So finden Sie heraus, ob Ihr Windows 10-Computer 32-Bit oder 64-Bit ist

Manchmal hat man das Gefühl, Windows verbirgt Geheimnisse vor uns, besonders wenn es darum geht, ob das eigene System 32-Bit oder 64-Bit ist. Vielleicht suchen Sie nach Lösungen für Kompatibilitätsprobleme mit Software, versuchen Treiber zu installieren oder sind einfach nur neugierig, ob Ihr alter Rechner neuere Anwendungen unterstützt. Was auch immer der Grund ist, die Antwort ist keine Raketenwissenschaft, aber man übersieht es leicht oder kümmert sich erst darum, wenn es zu spät ist. Die gute Nachricht: Es geht ziemlich schnell – Sie müssen weder Kommandozeilen bedienen noch Tools von Drittanbietern herunterladen. Ein paar Klicks genügen. Diese Information hat sich immer wieder bewährt und hilft, die Installation inkompatibler Software zu vermeiden und erspart Ihnen später bei Hardware-Upgrades oft viel Ärger.

So prüfen Sie, ob Ihr Windows 10 32- oder 64-Bit ist

Das ist kein geheimer Handschlag, sondern grundlegende Information, die jeder kennen sollte.
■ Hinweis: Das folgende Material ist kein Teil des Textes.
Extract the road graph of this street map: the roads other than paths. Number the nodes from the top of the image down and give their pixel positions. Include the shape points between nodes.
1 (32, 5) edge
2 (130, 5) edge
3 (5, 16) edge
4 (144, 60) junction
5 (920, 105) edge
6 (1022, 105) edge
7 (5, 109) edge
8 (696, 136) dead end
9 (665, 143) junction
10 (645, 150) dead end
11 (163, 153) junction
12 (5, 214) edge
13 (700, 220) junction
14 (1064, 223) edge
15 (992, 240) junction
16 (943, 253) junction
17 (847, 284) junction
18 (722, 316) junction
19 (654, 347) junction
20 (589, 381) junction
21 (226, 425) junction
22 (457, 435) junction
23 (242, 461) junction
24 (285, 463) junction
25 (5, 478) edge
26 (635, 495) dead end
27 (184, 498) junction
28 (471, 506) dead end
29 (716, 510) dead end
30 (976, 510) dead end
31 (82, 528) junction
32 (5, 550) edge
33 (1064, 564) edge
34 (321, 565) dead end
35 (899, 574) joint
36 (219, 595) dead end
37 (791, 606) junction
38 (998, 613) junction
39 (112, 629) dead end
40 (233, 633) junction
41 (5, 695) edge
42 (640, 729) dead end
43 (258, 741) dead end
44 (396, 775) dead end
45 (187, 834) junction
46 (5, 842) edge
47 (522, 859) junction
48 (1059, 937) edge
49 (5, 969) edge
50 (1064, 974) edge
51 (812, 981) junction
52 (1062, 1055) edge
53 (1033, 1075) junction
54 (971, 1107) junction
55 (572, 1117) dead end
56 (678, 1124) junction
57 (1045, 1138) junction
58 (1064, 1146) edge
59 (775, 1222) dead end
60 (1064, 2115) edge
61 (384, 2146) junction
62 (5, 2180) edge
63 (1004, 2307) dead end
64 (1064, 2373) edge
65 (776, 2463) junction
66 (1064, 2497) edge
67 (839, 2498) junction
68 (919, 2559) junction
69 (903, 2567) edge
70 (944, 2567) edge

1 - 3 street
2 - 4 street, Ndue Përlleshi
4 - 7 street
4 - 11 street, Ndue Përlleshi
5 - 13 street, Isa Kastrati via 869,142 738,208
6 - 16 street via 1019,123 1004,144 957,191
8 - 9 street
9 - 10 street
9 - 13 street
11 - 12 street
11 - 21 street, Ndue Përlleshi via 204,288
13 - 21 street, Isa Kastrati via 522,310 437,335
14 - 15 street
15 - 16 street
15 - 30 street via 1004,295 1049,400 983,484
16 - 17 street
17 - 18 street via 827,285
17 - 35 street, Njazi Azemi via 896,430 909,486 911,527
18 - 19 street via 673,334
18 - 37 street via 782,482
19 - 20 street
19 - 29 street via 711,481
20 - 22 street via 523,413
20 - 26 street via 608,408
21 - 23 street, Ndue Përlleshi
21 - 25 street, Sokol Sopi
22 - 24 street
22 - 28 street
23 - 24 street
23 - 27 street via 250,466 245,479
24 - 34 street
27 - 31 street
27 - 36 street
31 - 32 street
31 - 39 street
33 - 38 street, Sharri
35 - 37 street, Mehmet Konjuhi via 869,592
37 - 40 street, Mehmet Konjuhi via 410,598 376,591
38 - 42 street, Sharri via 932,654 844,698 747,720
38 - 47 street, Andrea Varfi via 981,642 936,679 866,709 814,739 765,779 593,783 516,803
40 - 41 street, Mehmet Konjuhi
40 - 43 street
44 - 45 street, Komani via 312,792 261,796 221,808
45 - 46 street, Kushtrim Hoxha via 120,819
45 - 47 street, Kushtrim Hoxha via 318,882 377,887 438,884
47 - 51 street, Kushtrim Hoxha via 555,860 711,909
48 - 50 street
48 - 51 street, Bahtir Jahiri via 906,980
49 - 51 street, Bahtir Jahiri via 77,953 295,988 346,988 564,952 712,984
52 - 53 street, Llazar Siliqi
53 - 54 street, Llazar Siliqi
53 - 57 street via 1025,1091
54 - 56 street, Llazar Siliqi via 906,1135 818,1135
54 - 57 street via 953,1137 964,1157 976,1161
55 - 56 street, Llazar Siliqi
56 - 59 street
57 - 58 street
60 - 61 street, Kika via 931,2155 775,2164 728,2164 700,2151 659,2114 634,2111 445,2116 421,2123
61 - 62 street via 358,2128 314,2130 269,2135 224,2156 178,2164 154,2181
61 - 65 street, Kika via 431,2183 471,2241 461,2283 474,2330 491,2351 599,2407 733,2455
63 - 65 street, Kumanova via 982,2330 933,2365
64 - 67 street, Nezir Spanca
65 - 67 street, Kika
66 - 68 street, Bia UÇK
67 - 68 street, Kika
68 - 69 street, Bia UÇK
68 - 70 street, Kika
Moderne Windows-Versionen verstecken diese Information an einer recht offensichtlichen Stelle, aber leider kann sie leicht übersehen werden, wenn man nicht genauer hinsieht. Auf einem Rechner steht vielleicht nur „64-Bit“, auf einem anderen aber noch „x86“, was, ja, 32-Bit bedeutet. Die Kenntnis des Systemtyps hilft beim Herunterladen von Treibern, bei der Softwareauswahl und beim Verständnis der tatsächlichen Leistungsfähigkeit der Hardware. Komplizierte Tools sind nicht nötig – ein paar Klicks genügen.
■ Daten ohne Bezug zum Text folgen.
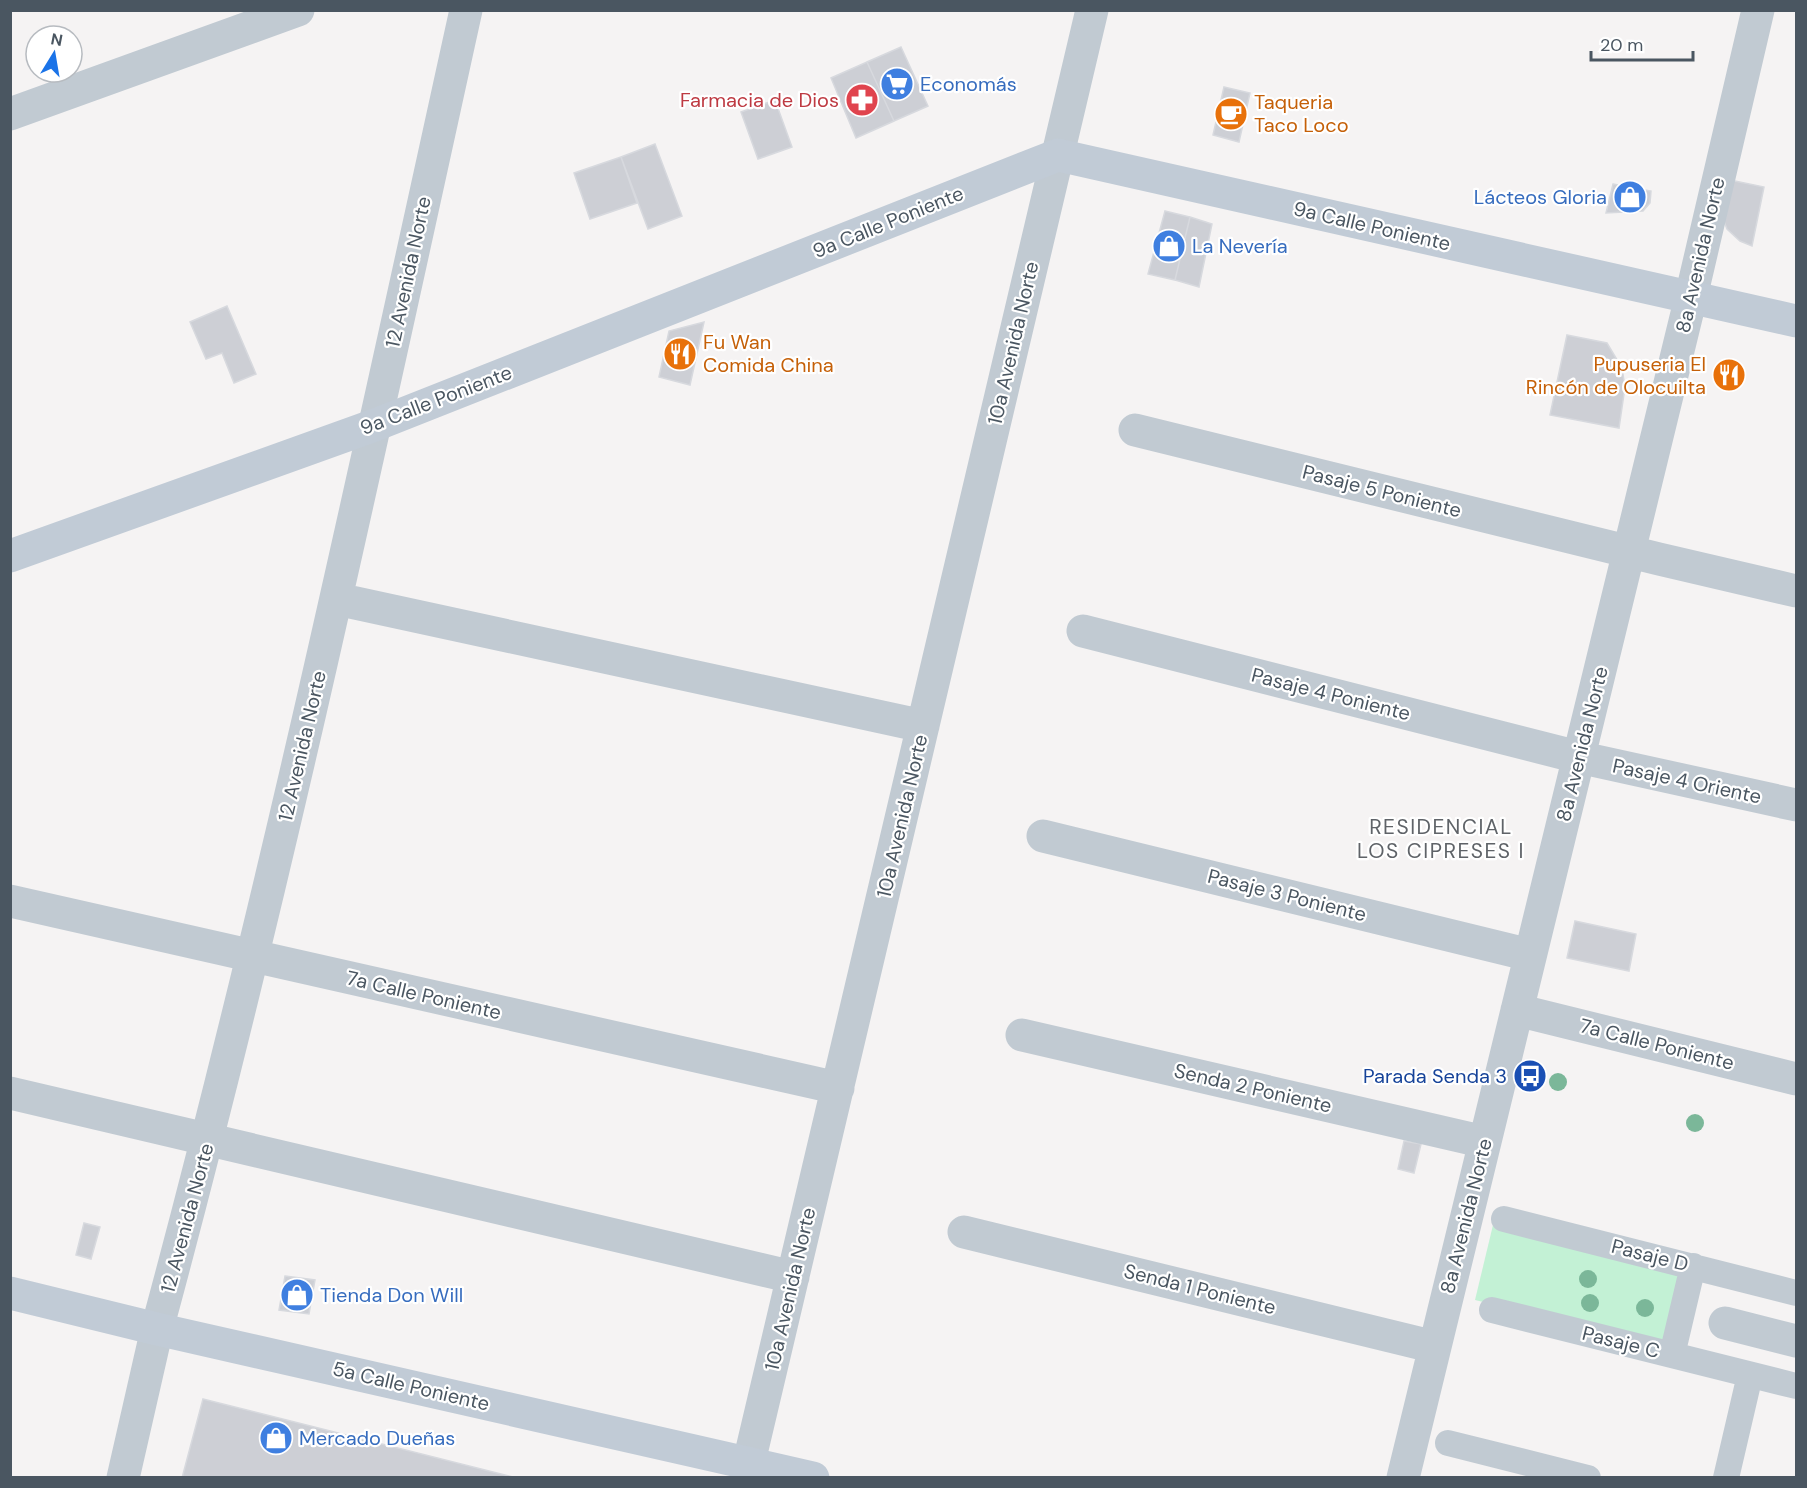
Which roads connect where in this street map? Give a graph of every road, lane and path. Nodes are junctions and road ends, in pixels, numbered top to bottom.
1 (298, 10) edge
2 (466, 10) edge
3 (1092, 10) edge
4 (1758, 10) edge
5 (10, 114) edge
6 (1058, 155) junction
7 (1691, 297) junction
8 (1797, 321) edge
9 (375, 425) junction
10 (1135, 430) dead end
11 (1629, 551) junction
12 (10, 556) edge
13 (1797, 591) edge
14 (337, 599) junction
15 (1083, 631) dead end
16 (923, 726) junction
17 (1578, 757) junction
18 (1797, 805) edge
19 (1043, 836) dead end
20 (10, 901) edge
21 (1530, 955) junction
22 (252, 956) junction
23 (1517, 1010) junction
24 (1022, 1035) dead end
25 (1797, 1079) edge
26 (838, 1088) junction
27 (10, 1094) edge
28 (208, 1141) junction
29 (1485, 1142) junction
30 (1504, 1219) dead end
31 (964, 1232) dead end
32 (1693, 1266) junction
33 (793, 1277) junction
34 (10, 1293) edge
35 (1797, 1293) edge
36 (1492, 1310) dead end
37 (1725, 1323) dead end
38 (157, 1329) junction
39 (1797, 1341) edge
40 (1435, 1347) junction
41 (1672, 1355) junction
42 (1750, 1374) junction
43 (1797, 1386) edge
44 (1448, 1443) dead end
45 (748, 1470) edge
46 (123, 1478) edge
47 (813, 1478) edge
48 (1403, 1478) edge
49 (1588, 1478) edge
50 (1726, 1478) edge

1 - 5 street
2 - 9 street, 12 Avenida Norte
3 - 6 street, 10a Avenida Norte
4 - 7 street, 8a Avenida Norte
6 - 7 main road, 9a Calle Poniente
6 - 9 main road, 9a Calle Poniente
6 - 16 street, 10a Avenida Norte
7 - 8 main road, 9a Calle Poniente
7 - 11 street, 8a Avenida Norte
9 - 12 main road, 9a Calle Poniente
9 - 14 street, 12 Avenida Norte
10 - 11 street, Pasaje 5 Poniente
11 - 13 street, Pasaje 5 Poniente
11 - 17 street, 8a Avenida Norte
14 - 16 street
14 - 22 street, 12 Avenida Norte
15 - 17 street, Pasaje 4 Poniente
16 - 26 street, 10a Avenida Norte
17 - 18 street, Pasaje 4 Oriente
17 - 21 street, 8a Avenida Norte
19 - 21 street, Pasaje 3 Poniente
20 - 22 street, 7a Calle Poniente
21 - 23 street, 8a Avenida Norte
22 - 26 street, 7a Calle Poniente
22 - 28 street, 12 Avenida Norte
23 - 25 street, 7a Calle Poniente
23 - 29 street, 8a Avenida Norte
24 - 29 street, Senda 2 Poniente
26 - 33 street, 10a Avenida Norte
27 - 28 street
28 - 33 street
28 - 38 street, 12 Avenida Norte
29 - 40 street, 8a Avenida Norte
30 - 32 street, Pasaje D
31 - 40 street, Senda 1 Poniente
32 - 35 street, Pasaje D
32 - 41 street
33 - 45 street, 10a Avenida Norte
34 - 38 main road, 5a Calle Poniente
36 - 41 street, Pasaje C
37 - 39 street
38 - 45 main road, 5a Calle Poniente
38 - 46 street, 12 Avenida Norte
40 - 48 street, 8a Avenida Norte
41 - 42 street, Pasaje C
42 - 43 street, Pasaje C
42 - 50 street
44 - 49 street
45 - 47 main road, 5a Calle Poniente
Überprüfen Sie Ihre Systeminformationen in den Einstellungen.

Diese Methode ist die einfachste und funktioniert ehrlich gesagt bei fast jeder aktuellen Windows 10-Installation.Öffnen Sie die Einstellungen (klicken Sie auf das Startmenü und dann auf das Zahnradsymbol) und anschließend „ System“. Klicken Sie dort in der Seitenleiste auf „Info“. Scrollen Sie etwas nach unten, bis Sie „ Gerätespezifikationen“ sehen. Suchen Sie dort nach „Systemtyp“.Hier erfahren Sie, ob Ihr Betriebssystem ein 64-Bit-Betriebssystem mit x64-Prozessor oder ein 32-Bit-Betriebssystem mit x86-Prozessor ist.
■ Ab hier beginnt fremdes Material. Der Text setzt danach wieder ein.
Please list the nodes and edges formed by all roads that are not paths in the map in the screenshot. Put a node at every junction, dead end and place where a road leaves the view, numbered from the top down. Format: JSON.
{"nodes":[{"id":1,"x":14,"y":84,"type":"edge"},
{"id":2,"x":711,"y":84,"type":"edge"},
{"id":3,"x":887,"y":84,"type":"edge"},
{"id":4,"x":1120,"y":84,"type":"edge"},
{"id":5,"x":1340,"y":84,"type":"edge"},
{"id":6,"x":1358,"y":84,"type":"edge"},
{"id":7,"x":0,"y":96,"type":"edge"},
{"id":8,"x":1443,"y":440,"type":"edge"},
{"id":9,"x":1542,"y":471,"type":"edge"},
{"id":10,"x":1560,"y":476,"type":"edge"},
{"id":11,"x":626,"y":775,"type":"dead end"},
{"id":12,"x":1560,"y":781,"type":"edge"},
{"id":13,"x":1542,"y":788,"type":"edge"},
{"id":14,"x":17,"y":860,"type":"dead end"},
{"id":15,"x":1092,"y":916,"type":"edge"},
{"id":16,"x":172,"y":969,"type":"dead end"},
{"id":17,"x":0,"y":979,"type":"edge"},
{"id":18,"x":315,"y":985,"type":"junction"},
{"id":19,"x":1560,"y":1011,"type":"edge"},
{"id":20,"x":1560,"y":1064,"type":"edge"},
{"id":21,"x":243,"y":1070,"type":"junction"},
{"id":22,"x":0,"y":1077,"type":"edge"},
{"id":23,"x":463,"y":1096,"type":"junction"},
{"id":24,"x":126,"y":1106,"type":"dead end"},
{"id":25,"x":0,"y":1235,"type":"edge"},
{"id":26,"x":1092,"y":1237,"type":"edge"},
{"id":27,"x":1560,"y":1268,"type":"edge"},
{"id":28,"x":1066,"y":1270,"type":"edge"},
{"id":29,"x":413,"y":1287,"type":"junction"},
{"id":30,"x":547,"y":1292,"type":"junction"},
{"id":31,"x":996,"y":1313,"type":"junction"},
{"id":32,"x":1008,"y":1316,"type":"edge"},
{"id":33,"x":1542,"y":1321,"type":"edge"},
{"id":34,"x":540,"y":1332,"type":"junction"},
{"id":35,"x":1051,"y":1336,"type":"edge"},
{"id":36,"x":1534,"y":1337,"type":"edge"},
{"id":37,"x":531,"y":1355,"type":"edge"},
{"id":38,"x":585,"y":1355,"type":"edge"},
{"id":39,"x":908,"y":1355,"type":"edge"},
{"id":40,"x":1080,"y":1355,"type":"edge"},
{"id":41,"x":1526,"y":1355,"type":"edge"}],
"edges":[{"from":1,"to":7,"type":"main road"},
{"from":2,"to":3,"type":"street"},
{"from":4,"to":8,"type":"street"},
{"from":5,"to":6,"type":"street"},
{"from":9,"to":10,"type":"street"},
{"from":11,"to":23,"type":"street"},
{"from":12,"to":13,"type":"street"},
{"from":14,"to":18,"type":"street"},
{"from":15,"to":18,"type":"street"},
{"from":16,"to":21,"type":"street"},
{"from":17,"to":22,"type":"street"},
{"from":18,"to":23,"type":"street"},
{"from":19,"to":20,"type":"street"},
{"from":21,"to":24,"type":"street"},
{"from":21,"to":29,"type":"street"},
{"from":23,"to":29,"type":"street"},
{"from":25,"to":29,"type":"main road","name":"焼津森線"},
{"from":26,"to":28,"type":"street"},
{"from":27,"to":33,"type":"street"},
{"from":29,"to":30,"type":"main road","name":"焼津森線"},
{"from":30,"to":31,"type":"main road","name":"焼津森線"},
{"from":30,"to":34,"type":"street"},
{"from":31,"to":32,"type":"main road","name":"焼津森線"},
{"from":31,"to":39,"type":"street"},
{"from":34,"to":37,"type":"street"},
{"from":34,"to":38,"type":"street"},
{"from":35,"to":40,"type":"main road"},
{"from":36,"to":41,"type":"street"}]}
Bei manchen Systemen werden diese Informationen schnell geladen, bei anderen kann es etwas dauern oder ein Neustart kann hilfreich sein, falls die Aktualisierung aus unerfindlichen Gründen nicht sofort erfolgt. Dennoch ist dies in der Regel eine zuverlässige Methode, um die Antwort zu erhalten, ohne die Kommandozeile verwenden zu müssen.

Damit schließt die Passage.